The newer generation of frontline workers adds another dimension here that often goes unacknowledged. They are not simply looking for a tool that makes their current job easier. They are looking for a system that supports their development - that shows them how to move from operator level one to operator level two, that gives them structured learning rather than a binder and a buddy. Research consistently shows that around 70 percent of employees who receive strong onboarding stay with an organization for three or more years. Industrial AI that is genuinely production-ready must speak to that expectation, not just to the efficiency targets on a project plan.
What this means in practice is that change management is more than a communications exercise that happens at the end of an implementation. It is part of what makes industrial AI production-ready or not. That means leadership visibility into adoption, not just accuracy metrics. It means training that reflects how people learn on a production floor, not how a vendor's onboarding deck assumes they do. It means identifying someone whose job it is to own the process, not just the software - to take operator feedback seriously, to iterate on how the system is used, and to make sure that what was promised in the pilot is what people experience on their third month of using it. APQC research shows that only 8 percent of organizations consistently capture knowledge from departing experienced workers. By treating adoption as a leadership responsibility, AI can help organizations close this gap successfully.
What separates a demo from something dependable
Production-ready industrial AI needs a data foundation that reflects real operational history. It needs integration deep enough to surface the right information at the right moment in the existing workflow, without requiring people to change how they work. It needs governance that can survive an audit. And it needs to earn genuine trust from the people who will rely on it under pressure.

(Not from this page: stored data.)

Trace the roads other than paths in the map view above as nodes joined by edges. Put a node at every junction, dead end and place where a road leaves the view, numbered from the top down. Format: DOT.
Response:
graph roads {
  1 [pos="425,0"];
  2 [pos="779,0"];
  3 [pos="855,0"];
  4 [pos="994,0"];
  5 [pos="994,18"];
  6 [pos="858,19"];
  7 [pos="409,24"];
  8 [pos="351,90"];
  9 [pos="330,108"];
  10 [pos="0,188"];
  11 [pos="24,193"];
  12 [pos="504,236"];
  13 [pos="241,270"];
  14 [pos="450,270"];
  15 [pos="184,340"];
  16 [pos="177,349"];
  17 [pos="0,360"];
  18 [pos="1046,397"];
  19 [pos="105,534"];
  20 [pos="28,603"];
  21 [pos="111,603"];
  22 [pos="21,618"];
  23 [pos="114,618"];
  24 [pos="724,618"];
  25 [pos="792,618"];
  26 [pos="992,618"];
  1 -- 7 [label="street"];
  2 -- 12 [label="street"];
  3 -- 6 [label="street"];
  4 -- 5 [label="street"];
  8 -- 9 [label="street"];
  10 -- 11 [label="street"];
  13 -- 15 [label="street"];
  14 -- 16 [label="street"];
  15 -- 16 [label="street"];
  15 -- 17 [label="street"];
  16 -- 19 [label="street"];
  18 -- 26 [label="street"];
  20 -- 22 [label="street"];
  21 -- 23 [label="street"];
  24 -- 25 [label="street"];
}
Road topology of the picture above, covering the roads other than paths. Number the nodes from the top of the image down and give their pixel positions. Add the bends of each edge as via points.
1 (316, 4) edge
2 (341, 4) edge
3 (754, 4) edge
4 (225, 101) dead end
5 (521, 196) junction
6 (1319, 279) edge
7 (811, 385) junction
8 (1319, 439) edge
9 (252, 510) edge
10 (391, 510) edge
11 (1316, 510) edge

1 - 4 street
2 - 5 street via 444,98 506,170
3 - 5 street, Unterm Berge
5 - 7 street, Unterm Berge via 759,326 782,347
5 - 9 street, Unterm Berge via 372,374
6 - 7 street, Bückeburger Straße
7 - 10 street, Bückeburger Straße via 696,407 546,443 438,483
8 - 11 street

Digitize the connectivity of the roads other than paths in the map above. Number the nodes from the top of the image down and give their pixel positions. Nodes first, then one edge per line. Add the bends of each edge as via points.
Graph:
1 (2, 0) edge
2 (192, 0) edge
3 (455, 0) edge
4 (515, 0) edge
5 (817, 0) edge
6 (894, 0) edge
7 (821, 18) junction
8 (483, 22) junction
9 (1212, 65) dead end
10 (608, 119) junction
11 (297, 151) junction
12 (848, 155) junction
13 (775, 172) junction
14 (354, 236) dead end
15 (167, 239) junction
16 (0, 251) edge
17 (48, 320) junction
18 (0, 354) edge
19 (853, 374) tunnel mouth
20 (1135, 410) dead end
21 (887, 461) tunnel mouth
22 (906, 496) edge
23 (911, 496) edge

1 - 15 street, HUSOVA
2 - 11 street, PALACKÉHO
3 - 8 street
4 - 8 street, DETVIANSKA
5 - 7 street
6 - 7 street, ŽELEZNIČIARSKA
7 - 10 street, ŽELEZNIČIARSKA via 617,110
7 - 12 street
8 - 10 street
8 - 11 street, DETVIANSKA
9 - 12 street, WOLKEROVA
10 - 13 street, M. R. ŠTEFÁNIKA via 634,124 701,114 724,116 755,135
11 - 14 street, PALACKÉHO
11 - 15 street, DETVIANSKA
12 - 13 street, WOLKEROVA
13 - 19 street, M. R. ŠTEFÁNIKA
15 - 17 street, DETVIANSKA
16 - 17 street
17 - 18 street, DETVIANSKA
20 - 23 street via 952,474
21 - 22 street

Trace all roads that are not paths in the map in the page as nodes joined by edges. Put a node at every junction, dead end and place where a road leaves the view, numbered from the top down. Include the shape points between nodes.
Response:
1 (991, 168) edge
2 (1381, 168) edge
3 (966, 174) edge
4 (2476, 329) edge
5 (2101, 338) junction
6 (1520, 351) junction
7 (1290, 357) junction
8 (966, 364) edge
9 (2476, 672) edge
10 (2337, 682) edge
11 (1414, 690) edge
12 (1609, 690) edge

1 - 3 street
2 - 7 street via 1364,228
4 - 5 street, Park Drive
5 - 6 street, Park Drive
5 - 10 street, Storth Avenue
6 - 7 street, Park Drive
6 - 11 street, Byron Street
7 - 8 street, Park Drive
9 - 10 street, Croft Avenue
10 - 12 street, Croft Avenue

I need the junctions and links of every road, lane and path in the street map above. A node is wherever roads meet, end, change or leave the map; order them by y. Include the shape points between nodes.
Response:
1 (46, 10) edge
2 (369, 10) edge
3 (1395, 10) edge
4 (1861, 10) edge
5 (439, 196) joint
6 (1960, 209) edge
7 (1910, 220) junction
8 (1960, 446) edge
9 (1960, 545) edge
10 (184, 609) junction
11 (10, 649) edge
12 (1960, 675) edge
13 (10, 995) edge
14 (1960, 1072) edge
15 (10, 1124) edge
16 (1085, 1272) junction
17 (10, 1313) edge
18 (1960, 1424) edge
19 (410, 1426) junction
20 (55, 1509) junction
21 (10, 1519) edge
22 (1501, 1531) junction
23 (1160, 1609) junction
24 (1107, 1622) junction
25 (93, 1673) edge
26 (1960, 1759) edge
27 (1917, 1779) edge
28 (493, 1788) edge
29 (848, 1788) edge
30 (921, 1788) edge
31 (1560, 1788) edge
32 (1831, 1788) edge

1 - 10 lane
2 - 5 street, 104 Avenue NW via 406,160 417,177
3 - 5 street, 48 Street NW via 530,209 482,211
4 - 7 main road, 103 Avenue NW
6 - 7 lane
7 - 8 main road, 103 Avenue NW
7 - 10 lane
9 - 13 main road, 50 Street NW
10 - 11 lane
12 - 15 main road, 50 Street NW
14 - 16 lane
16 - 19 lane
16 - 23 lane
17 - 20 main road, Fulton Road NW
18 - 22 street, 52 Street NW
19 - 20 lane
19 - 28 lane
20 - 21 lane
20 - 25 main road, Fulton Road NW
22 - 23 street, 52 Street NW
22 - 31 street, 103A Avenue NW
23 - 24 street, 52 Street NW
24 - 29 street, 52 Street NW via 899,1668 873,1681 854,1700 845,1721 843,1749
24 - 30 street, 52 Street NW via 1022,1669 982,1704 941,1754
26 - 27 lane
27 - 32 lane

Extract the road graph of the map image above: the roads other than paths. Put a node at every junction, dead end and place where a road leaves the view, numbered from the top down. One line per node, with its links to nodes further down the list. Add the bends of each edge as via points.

None of those things are delivered by a model. They are built over time, through operational experience, customer feedback, and the kind of domain-specific iteration that only comes from being embedded in real industrial environments across hundreds of deployments. That is exactly why organizations like Berkvens are seeing results that go beyond a pilot, and why the gap between a promising demo and a dependable system is so much wider than most in-house build projects anticipate.
Moving from a pilot to operational success is less about ambition than about asking the right question at the start, focusing not on what to build, but on what the operation needs to be able to depend on, and where that trust actually comes from.
That shift in framing, is what separates the organizations that will have production-ready AI running in two years from the ones that will still be managing pilots.